Noch schwerer wiegt, dass China erst wenige Transportbereiche für ausländische Unternehmen geöffnet hat. Im Straßengüterverkehr sind Lizenzen erforderlich, die nur provinzweise vergeben werden. Provinzen und Städte lassen nur bestimmte Kennzeichen zu, was beim Lkw-Transport über die Stadt- und Provinzgrenzen hinaus ein Umladen erfordert und die Frachtraten verteuert. So verfügt kein einziges ausländisches Unternehmen über eine landesweite Straßenfrachtlizenz. Bei der Eisenbahn besteht ein staatliches Monopol, ebenso bei der Post für den Brief- und Dokumentenservice im Inland.

Die Folge: Ineffizienz. So ist ein Brief selbst innerhalb von Peking bis zu einer Woche unterwegs. Häufig bestehen Distributionsmonopole auch auf Bezirks- und Provinzebene. Eine Firma ist beispielsweise für die Nahrungsmittelbranche zuständig, eine andere für die Leichtindustrie, eine dritte für moderne Technologien. Um Aufträge kämpfen über 100.000 lokale und regionale Logistikunternehmen, ein Drittel davon im Expressgeschäft.

Es herrscht starker Wettbewerbsdruck, trotz des rapiden Wachstums. „Der chinesische Markt ist äußerst preissensitiv und belohnt Qualitätsanbieter für ihre Premiumangebote nicht mit einem entsprechend höheren Preis“, urteilt McKinsey-Partner Tobias Meyer, der lange in Singapur Logistikfirmen in Asien beraten hat. Die internationalen Logistiker haben sich deshalb auf das lukrativere grenzüberschreitende Geschäft konzentriert. Der Binnenmarkt ist stark fragmentiert und zudem staatlich dominiert: 18 der Top-20-Anbieter sind nach Angaben von BCG-Berater Riedl Staatsunternehmen.
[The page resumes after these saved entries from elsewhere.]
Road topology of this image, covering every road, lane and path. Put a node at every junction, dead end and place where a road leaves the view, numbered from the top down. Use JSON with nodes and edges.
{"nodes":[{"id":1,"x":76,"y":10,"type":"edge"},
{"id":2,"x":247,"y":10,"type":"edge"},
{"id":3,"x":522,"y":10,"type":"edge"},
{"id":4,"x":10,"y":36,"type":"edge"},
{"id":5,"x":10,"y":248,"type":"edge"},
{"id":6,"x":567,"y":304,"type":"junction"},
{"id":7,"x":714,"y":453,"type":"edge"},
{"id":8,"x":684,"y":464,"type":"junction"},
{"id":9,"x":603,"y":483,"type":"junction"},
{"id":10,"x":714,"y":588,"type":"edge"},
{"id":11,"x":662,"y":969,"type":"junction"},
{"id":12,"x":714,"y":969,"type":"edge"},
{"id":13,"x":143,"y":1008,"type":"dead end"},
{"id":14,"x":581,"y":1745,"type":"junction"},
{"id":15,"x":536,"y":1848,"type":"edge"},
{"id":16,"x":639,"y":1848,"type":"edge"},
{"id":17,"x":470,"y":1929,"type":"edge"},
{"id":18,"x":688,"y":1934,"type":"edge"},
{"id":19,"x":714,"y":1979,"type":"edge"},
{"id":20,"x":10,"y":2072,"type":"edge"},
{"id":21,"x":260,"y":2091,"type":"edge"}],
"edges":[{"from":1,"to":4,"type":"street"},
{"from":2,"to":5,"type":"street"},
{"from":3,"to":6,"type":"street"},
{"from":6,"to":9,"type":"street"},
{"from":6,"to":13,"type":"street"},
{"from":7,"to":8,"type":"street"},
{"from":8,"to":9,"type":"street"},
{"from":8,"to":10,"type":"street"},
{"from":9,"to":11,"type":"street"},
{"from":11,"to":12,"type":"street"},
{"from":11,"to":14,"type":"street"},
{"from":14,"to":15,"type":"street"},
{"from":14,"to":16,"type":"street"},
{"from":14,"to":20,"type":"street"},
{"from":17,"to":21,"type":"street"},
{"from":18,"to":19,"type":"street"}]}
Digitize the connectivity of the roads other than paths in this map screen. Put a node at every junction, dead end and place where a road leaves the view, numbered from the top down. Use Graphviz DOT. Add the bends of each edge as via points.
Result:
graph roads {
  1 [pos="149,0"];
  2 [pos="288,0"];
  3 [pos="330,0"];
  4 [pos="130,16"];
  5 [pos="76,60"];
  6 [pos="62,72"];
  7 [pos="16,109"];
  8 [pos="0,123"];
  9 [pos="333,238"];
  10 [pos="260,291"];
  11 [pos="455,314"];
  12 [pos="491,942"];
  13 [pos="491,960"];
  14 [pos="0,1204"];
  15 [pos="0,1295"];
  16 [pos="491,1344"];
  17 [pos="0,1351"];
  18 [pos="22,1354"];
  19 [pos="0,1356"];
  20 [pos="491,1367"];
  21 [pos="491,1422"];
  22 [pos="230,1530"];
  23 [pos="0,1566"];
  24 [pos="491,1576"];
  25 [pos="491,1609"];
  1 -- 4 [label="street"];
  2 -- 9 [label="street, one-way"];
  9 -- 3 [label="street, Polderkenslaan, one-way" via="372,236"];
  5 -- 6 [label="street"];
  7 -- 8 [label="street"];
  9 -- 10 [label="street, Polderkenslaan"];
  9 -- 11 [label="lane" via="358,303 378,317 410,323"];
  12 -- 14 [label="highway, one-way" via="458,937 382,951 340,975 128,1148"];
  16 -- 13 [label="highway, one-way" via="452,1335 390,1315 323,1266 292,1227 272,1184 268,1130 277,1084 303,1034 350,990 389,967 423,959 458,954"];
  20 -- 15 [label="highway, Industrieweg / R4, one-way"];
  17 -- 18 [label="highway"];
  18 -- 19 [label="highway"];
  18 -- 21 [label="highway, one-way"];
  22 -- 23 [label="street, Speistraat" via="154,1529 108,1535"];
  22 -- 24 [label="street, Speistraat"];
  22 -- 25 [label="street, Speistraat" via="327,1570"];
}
Grafik Weltmarktanteile in Expressgeschäft

Logistikkosten mehr als doppelt so hoch wie in den USA und Westeuropa

Die Logistikkosten sind denn auch mit 18 Prozent des Bruttoinlandsproduktes mehr als doppelt so hoch wie in den USA und Westeuropa. Die hohen Kosten sind der Regierung ein Dorn im Auge. Um das Wohlstandsgefälle
zu den Küstenregionen zu verringern, möchte sie nämlich mehr ausländische Unternehmen ins unwegsamere Hinterland locken. Doch die zögern, weil dies in vielen Regionen noch mit höheren Logistikkosten verbunden ist. Ein effizienterer Logistiksektor ist deshalb Voraussetzung, damit das Landesinnere attraktiv wird für ausländische Investoren.

Gleichzeitig jedoch will die Regierung die eigenen Staatsunternehmen fördern und einen globalen chinesischen Logistikchampion heranziehen, der den großen westlichen Playern Paroli bieten kann. „Peking wird es kaum gestatten, dass unter den vier größten Anbietern im chinesischen Expressgeschäft drei ausländische sind“, glaubt denn auch McKinsey-Mann Meyer. Um solche regulatorischen Klippen im Reich der Mitte zu umschiffen, formierte DHL schon 1986 ein Joint Venture mit dem staatlichen Transportriesen Sinotrans, dem zweitgrößten chinesischen Logistiker. Jeder der beiden Partner hält 50 Prozent. Als 2003 Sinotrans 40 Prozent seines Kapitals an die Börse brachte, erwarb DHL fünf Prozent der Aktien und ist seitdem neben dem Staat größter Anteilseigner.